August adores math. He's an all-around nerd, but just blows us away in math. Remember, he's six and only in the first half of first grade.

Tonight, as we were getting ready for bed, we got on the topic of square roots (as one does) and those are his favorite things for now. Knowing how much he loves them, and how his current favorite thing is to figure out some really big ones (like 3600) by seeing that it's really 36*100 so 6 and 10 = 60...I had thought today about helping him learn to estimate roots between two perfect squares. So, for example, the square root of 55 is something between 7 (49) and 8 (64). But then I wondered to myself as I was driving home if there was a way to be more precise. Could we easily estimate a benchmark?

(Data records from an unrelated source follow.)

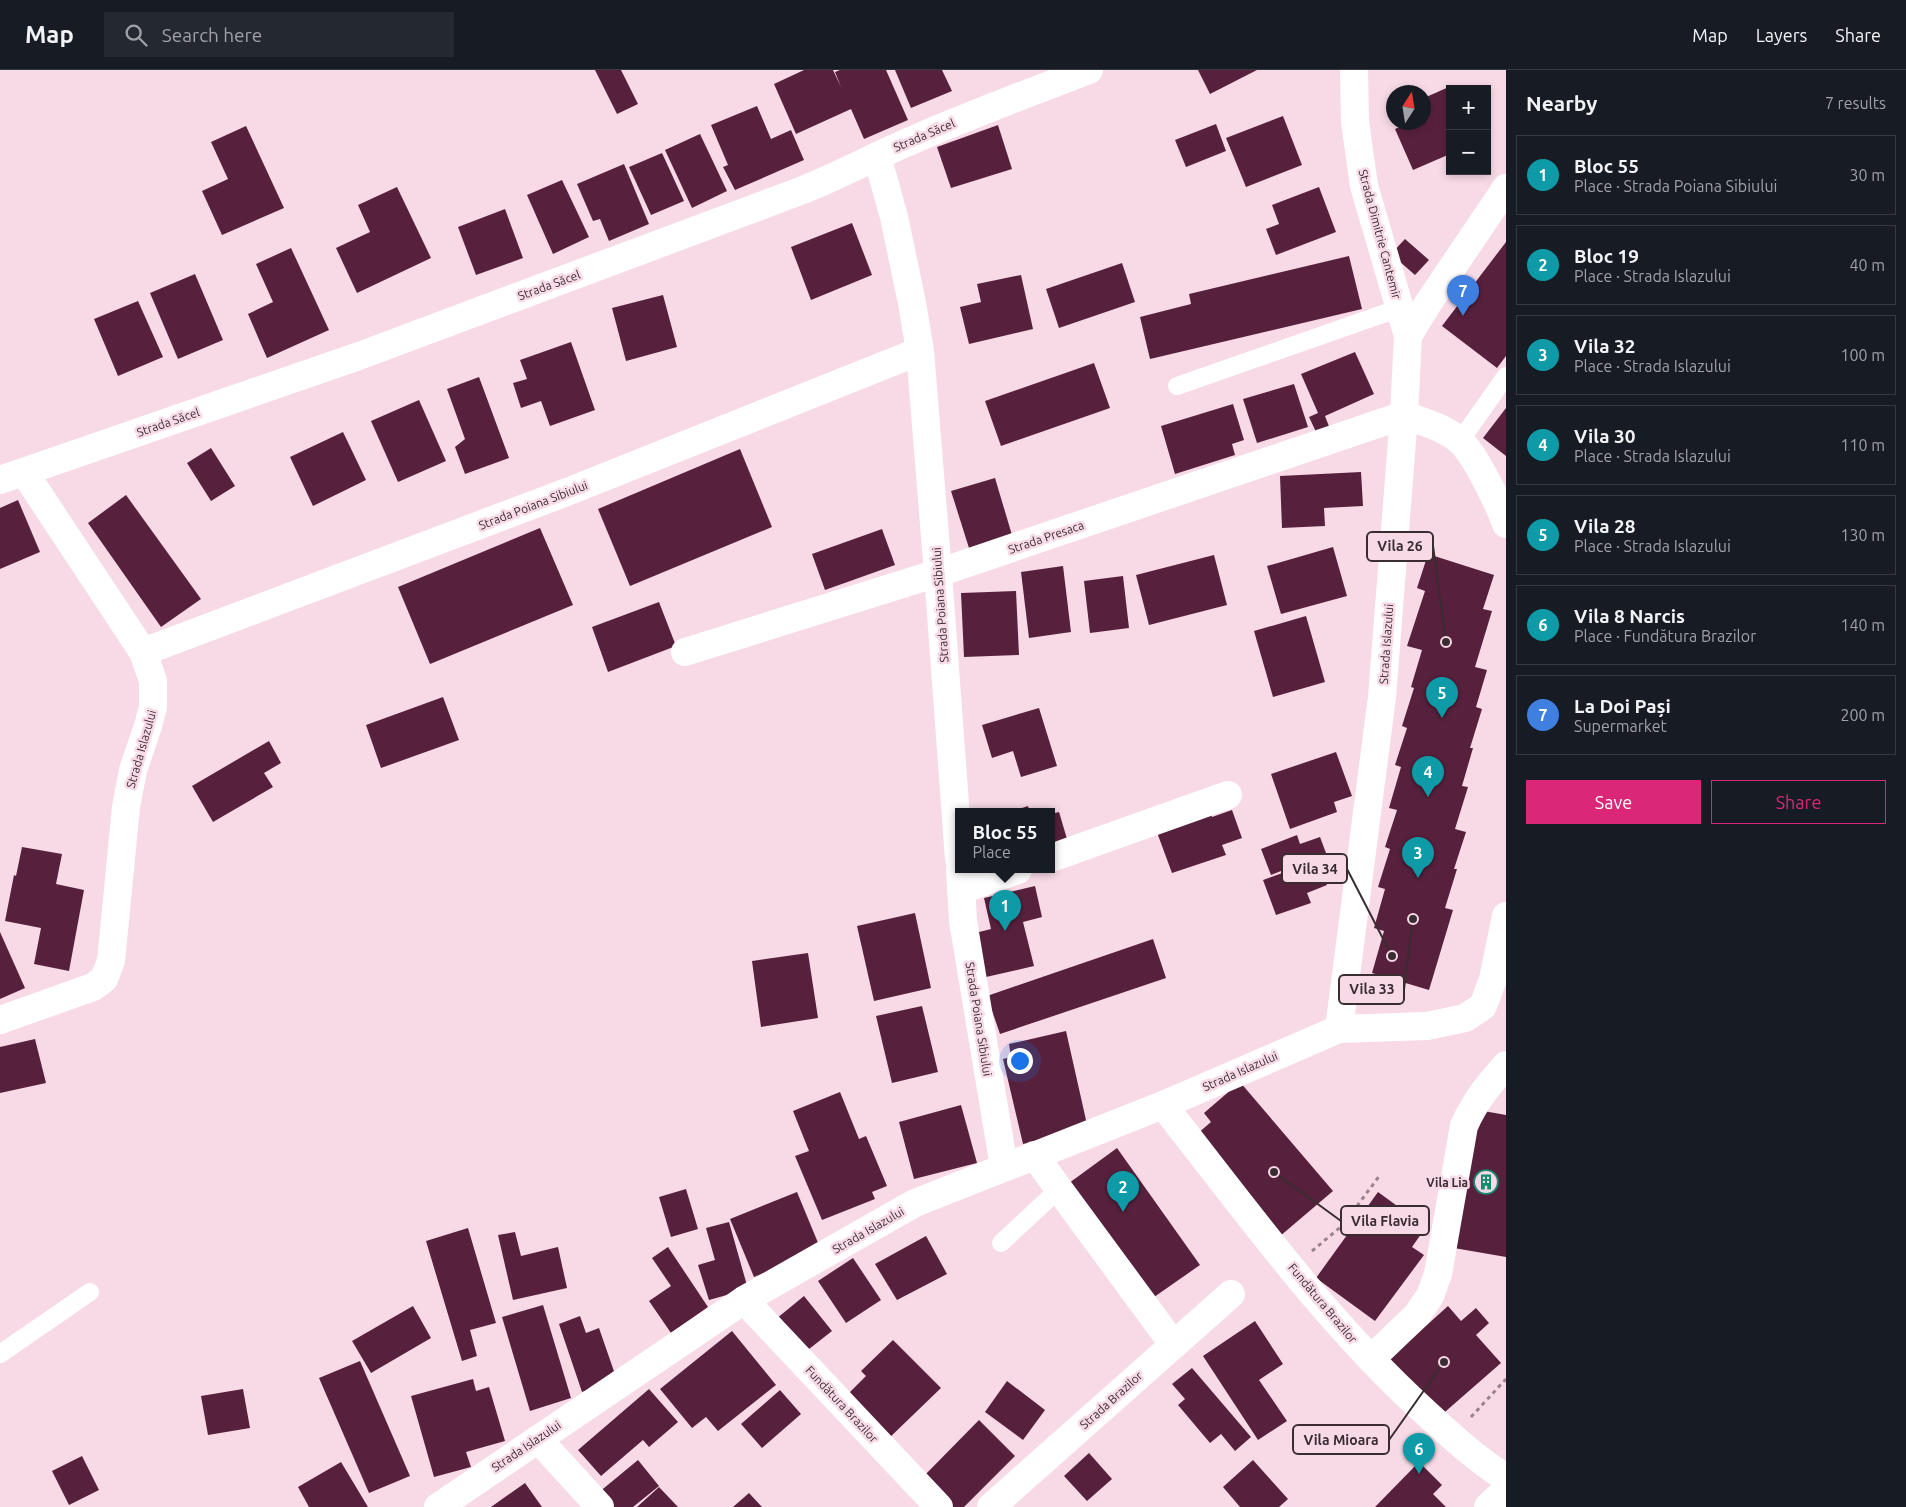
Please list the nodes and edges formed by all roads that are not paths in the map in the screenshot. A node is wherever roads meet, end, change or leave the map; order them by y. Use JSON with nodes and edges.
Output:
{"nodes":[{"id":1,"x":1089,"y":70,"type":"edge"},
{"id":2,"x":1354,"y":70,"type":"edge"},
{"id":3,"x":877,"y":156,"type":"junction"},
{"id":4,"x":1506,"y":188,"type":"edge"},
{"id":5,"x":1400,"y":308,"type":"junction"},
{"id":6,"x":1408,"y":336,"type":"junction"},
{"id":7,"x":920,"y":351,"type":"junction"},
{"id":8,"x":1506,"y":376,"type":"edge"},
{"id":9,"x":1177,"y":386,"type":"dead end"},
{"id":10,"x":1404,"y":415,"type":"junction"},
{"id":11,"x":1460,"y":441,"type":"junction"},
{"id":12,"x":12,"y":476,"type":"edge"},
{"id":13,"x":1506,"y":524,"type":"edge"},
{"id":14,"x":938,"y":573,"type":"junction"},
{"id":15,"x":143,"y":652,"type":"junction"},
{"id":16,"x":685,"y":652,"type":"dead end"},
{"id":17,"x":1228,"y":795,"type":"dead end"},
{"id":18,"x":955,"y":808,"type":"edge"},
{"id":19,"x":1055,"y":857,"type":"edge"},
{"id":20,"x":1001,"y":873,"type":"edge"},
{"id":21,"x":960,"y":880,"type":"edge"},
{"id":22,"x":1506,"y":916,"type":"edge"},
{"id":23,"x":0,"y":1020,"type":"edge"},
{"id":24,"x":1339,"y":1029,"type":"junction"},
{"id":25,"x":1506,"y":1065,"type":"edge"},
{"id":26,"x":1163,"y":1105,"type":"junction"},
{"id":27,"x":1034,"y":1155,"type":"junction"},
{"id":28,"x":1004,"y":1167,"type":"junction"},
{"id":29,"x":1059,"y":1189,"type":"junction"},
{"id":30,"x":1001,"y":1243,"type":"dead end"},
{"id":31,"x":90,"y":1292,"type":"dead end"},
{"id":32,"x":1231,"y":1294,"type":"dead end"},
{"id":33,"x":744,"y":1300,"type":"junction"},
{"id":34,"x":1173,"y":1344,"type":"junction"},
{"id":35,"x":0,"y":1354,"type":"edge"},
{"id":36,"x":1371,"y":1359,"type":"junction"},
{"id":37,"x":538,"y":1439,"type":"junction"},
{"id":38,"x":1506,"y":1478,"type":"edge"},
{"id":39,"x":1506,"y":1490,"type":"edge"},
{"id":40,"x":438,"y":1507,"type":"edge"},
{"id":41,"x":600,"y":1507,"type":"edge"},
{"id":42,"x":940,"y":1507,"type":"edge"},
{"id":43,"x":991,"y":1507,"type":"edge"},
{"id":44,"x":1488,"y":1507,"type":"edge"}],
"edges":[{"from":1,"to":3,"type":"street","name":"Strada Săcel"},
{"from":2,"to":5,"type":"street","name":"Strada Dimitrie Cantemir"},
{"from":3,"to":7,"type":"street","name":"Strada Poiana Sibiului"},
{"from":3,"to":12,"type":"street","name":"Strada Săcel"},
{"from":4,"to":6,"type":"street"},
{"from":5,"to":6,"type":"street","name":"Strada Dimitrie Cantemir"},
{"from":5,"to":9,"type":"lane"},
{"from":6,"to":10,"type":"street","name":"Strada Islazului"},
{"from":7,"to":14,"type":"street","name":"Strada Poiana Sibiului"},
{"from":7,"to":15,"type":"street","name":"Strada Poiana Sibiului"},
{"from":8,"to":11,"type":"lane"},
{"from":10,"to":11,"type":"street"},
{"from":10,"to":14,"type":"street","name":"Strada Presaca"},
{"from":10,"to":24,"type":"street","name":"Strada Islazului"},
{"from":11,"to":13,"type":"street"},
{"from":12,"to":15,"type":"street","name":"Strada Islazului"},
{"from":14,"to":16,"type":"street","name":"Strada Presaca"},
{"from":14,"to":18,"type":"street","name":"Strada Poiana Sibiului"},
{"from":15,"to":23,"type":"street","name":"Strada Islazului"},
{"from":17,"to":19,"type":"street"},
{"from":20,"to":21,"type":"street"},
{"from":21,"to":28,"type":"street","name":"Strada Poiana Sibiului"},
{"from":22,"to":24,"type":"street","name":"Strada Islazului"},
{"from":24,"to":26,"type":"street","name":"Strada Islazului"},
{"from":25,"to":36,"type":"street"},
{"from":26,"to":27,"type":"street","name":"Strada Islazului"},
{"from":26,"to":36,"type":"street","name":"Fundătura Brazilor"},
{"from":27,"to":28,"type":"street","name":"Strada Islazului"},
{"from":27,"to":29,"type":"street"},
{"from":28,"to":33,"type":"street","name":"Strada Islazului"},
{"from":29,"to":30,"type":"lane"},
{"from":29,"to":34,"type":"street"},
{"from":31,"to":35,"type":"lane"},
{"from":32,"to":34,"type":"street","name":"Strada Brazilor"},
{"from":33,"to":37,"type":"street","name":"Strada Islazului"},
{"from":33,"to":42,"type":"street","name":"Fundătura Brazilor"},
{"from":34,"to":43,"type":"street","name":"Strada Brazilor"},
{"from":36,"to":38,"type":"street","name":"Fundătura Brazilor"},
{"from":37,"to":40,"type":"street","name":"Strada Islazului"},
{"from":37,"to":41,"type":"street"},
{"from":39,"to":44,"type":"street"}]}
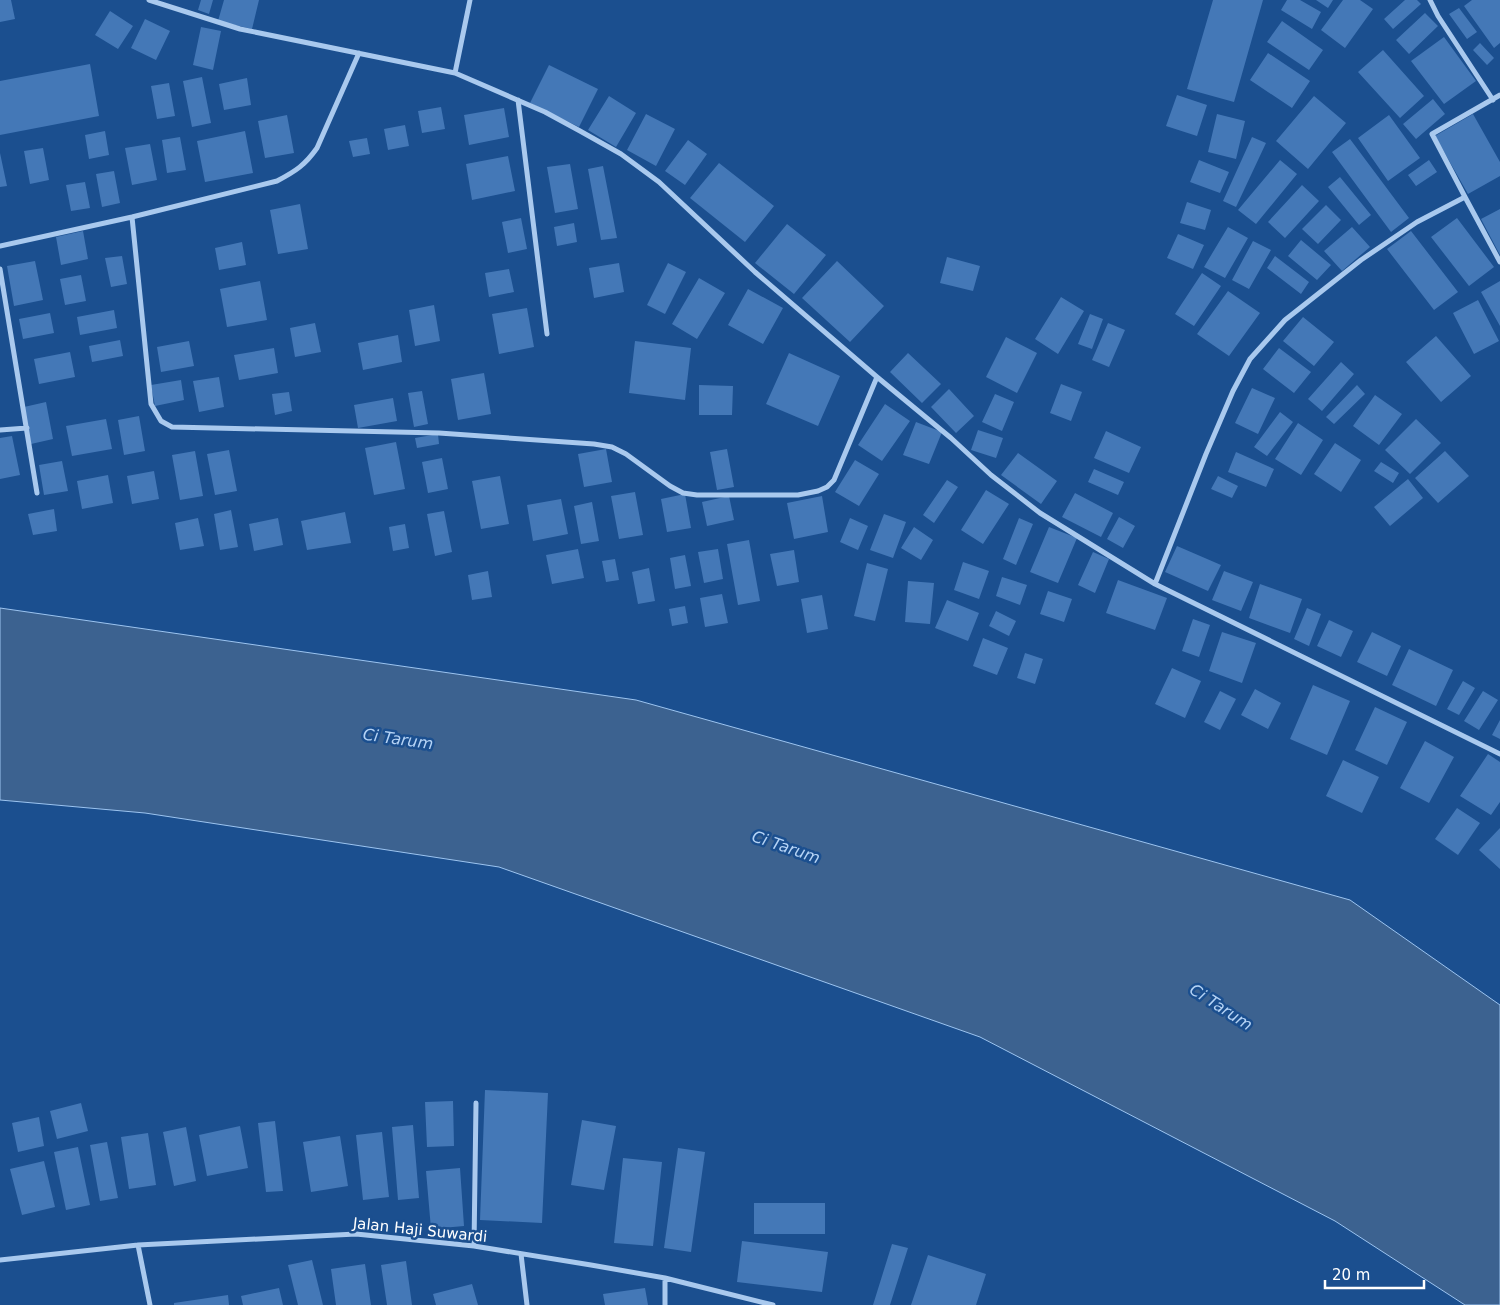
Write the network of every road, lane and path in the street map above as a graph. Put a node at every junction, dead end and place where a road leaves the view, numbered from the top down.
1 (149, 0) edge
2 (470, 0) edge
3 (1430, 0) edge
4 (359, 53) junction
5 (455, 73) junction
6 (1500, 95) edge
7 (518, 100) junction
8 (1494, 100) junction
9 (1465, 197) junction
10 (132, 217) junction
11 (0, 246) edge
12 (1500, 262) edge
13 (0, 269) edge
14 (547, 334) dead end
15 (877, 377) junction
16 (27, 428) junction
17 (0, 430) edge
18 (37, 493) dead end
19 (1155, 584) junction
20 (1500, 754) edge
21 (476, 1103) dead end
22 (138, 1245) junction
23 (474, 1246) junction
24 (521, 1254) junction
25 (0, 1260) edge
26 (665, 1278) junction
27 (150, 1305) edge
28 (527, 1305) edge
29 (665, 1305) edge
30 (773, 1305) edge

1 - 4 street
2 - 5 street
3 - 8 street
4 - 5 street
4 - 10 street
5 - 7 street
6 - 8 street
7 - 14 street
7 - 15 street
8 - 9 street
9 - 12 street
9 - 19 street
10 - 11 street
10 - 15 street
13 - 16 street
15 - 19 street
16 - 17 street
16 - 18 street
19 - 20 street
21 - 23 street
22 - 23 street, Jalan Haji Suwardi
22 - 25 street, Jalan Haji Suwardi
22 - 27 street
23 - 24 street, Jalan Haji Suwardi
24 - 26 street, Jalan Haji Suwardi
24 - 28 street
26 - 29 street
26 - 30 street, Jalan Haji Suwardi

As it turns out, yes. Here comes algebra, but hang on, because this is what Auggie is doing in his head. I figured I'd start by seeing if there was an easy way to identify when a square was more or less than half way between the two obvious roots. That is, could we quickly find the square of the value half way between two roots.

(n+.5)(n+.5) = n*n + n + 0.25.

So basically, if I know that 5 squared is 25 and 6 squared is 36, I can easily figure out that 5.5 squared is 30 (5-squared plus another 5) or 6.5 squared is 42 (6 squared plus another 6). Technically both are also plus a 0.25, but close enough for an estimate. So now if I want to estimate, say, the square root of 140, I might say "well, 121 is 11 and 144 is 12. 121+11 is 133 (my estimate for 11.5-square), so it's more than 11.5. Something between 11.5 and 12."

Cool enough trick to impress the kid, right? So I try to explain it to him and he keeps pointing out that the result I'm getting is the same as the average of the lower square and the upper square. Like,

(121 + 144) = 265 / 2 =133.5

Or, more generically, that is calculating:

[n*n + (n+1)(n+1)]/2

Well that does seem like a coincidence, right? Oh, except I then did the algebra, and the kid is right. You get:

[2n*n+2n+1]/2 = n*n + n + .5

His method was always giving an answer 0.25 higher than accurate, mine was 0.25 lower. Crazy!

*(As I side note, I have always loved that (n+1)-squared is n-squared + (2n+1) so the next square is just this root times 2 plus 1 higher. And this solution above is a direct relative to that but I'd never fleshed it out.)*
So then (then!) he starts speculating about what 1/4 of the way through would be and was it always a close estimate and I figured, probably not, because the slope probably skews somehow..? But then I sat down at excel and figured why not run some numbers?

Right? Those are close and what's more, the errors follow a very specific pattern. So out came the algebra again.

Auggie's method takes the lower number + some percentage of the range. Like, 3.4 is 40% between 3 and 4. So to estimate the square of it, it's 40% of the way between 3 squared (9) and 4 squared (16). That difference is 7, 40% of that is 2.8, so 9+2.8 = 11.8. The answer is 11.56.

Going the other way, the square root of 40: 40 is between 36 (6) and 49 (7). It's 4/13 of the way between, which is a little under 0.25. So it's around 6.25. It's 6.32. Not a bad quick estimate!

I had to play with the algebra to see what was going on. let "f" be the decimal on the lower number.

Auggie's formula uses the squared values:

lower number + f (upper -lower)

nn + f [(n+1)(n+1) - nn]

=nn +2fn +f

The real answer when you square (n+f) is

(n+f)(n+f) = nn + 2fn +ff.

So the answer is always off by the difference between f and f-squared, or (f-ff) or (f*(1-f)), which is what's up with that pattern on the errors. That whole last column is the percentage times (1-%). .1*.9; .2*.8, etc.

So when estimating something 40% between two roots, you just do 40% between the squares, then subtract back off (.4*.6) = .24 which is the exact adjustment I needed to get from my quick estimate of 3.4 squared (11.8) to the real value (11.56) above.

Dude. I am going to look so smart when I can estimate squares and roots of any number to 2 decimal places in my head (or at least quickly on paper!)

Are you bored and lost and wondering where the cute stuff is today? Yea, this is 100% how my brain works all.the.time.

So after this amazing conversation, we start digging on cubes and cube roots and Auggie, entirely on his own, connects that 4-cubed and 8-squared are both 64 and I ask why he thinks that is and he goes on a 3-minute speech of pure poetry about how the numbers connect and fit and patterns and ratios and I just gobbled that boy up whole. Every bit of it was accurate and complex and I wish I had my phone with me to record it because that speech will someday be the backdrop to a Field's medal slide show.

He's six. I love everything about him, but this just makes me want to hang out with him all night long doing algebra puzzles.